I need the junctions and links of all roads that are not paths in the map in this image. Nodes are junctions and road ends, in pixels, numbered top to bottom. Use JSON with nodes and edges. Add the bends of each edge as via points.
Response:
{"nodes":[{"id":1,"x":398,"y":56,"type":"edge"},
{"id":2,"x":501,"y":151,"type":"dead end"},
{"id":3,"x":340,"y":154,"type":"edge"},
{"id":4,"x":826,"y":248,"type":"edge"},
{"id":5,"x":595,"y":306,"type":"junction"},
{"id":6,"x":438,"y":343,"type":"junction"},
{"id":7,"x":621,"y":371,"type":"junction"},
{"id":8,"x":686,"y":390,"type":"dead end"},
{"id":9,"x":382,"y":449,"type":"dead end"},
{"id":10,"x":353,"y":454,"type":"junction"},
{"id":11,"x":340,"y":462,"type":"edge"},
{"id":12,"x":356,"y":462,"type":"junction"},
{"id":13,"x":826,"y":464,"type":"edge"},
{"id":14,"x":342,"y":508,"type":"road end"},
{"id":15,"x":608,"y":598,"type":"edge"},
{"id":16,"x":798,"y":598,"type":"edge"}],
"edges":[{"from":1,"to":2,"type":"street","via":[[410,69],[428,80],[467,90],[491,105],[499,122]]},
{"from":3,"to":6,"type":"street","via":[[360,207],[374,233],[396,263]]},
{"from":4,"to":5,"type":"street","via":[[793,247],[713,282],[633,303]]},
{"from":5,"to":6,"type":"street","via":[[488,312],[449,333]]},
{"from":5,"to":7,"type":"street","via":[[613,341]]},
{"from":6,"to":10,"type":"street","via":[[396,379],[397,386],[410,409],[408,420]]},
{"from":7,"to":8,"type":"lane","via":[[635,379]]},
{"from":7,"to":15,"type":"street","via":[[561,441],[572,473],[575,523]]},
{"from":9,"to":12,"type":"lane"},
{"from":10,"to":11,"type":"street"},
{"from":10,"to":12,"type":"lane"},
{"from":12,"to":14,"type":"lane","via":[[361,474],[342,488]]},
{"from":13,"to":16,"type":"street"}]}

———

== WHAT TO PRODUCE ==
Show a copy of each line from the data that includes the word "edges".

== THE ANSWER ==
I need the junctions and links of all roads that are not paths in the map in this image. Nodes are junctions and road ends, in pixels, numbered top to bottom. Use JSON with nodes and edges. Add the bends of each edge as via points.
"edges":[{"from":1,"to":2,"type":"street","via":[[410,69],[428,80],[467,90],[491,105],[499,122]]},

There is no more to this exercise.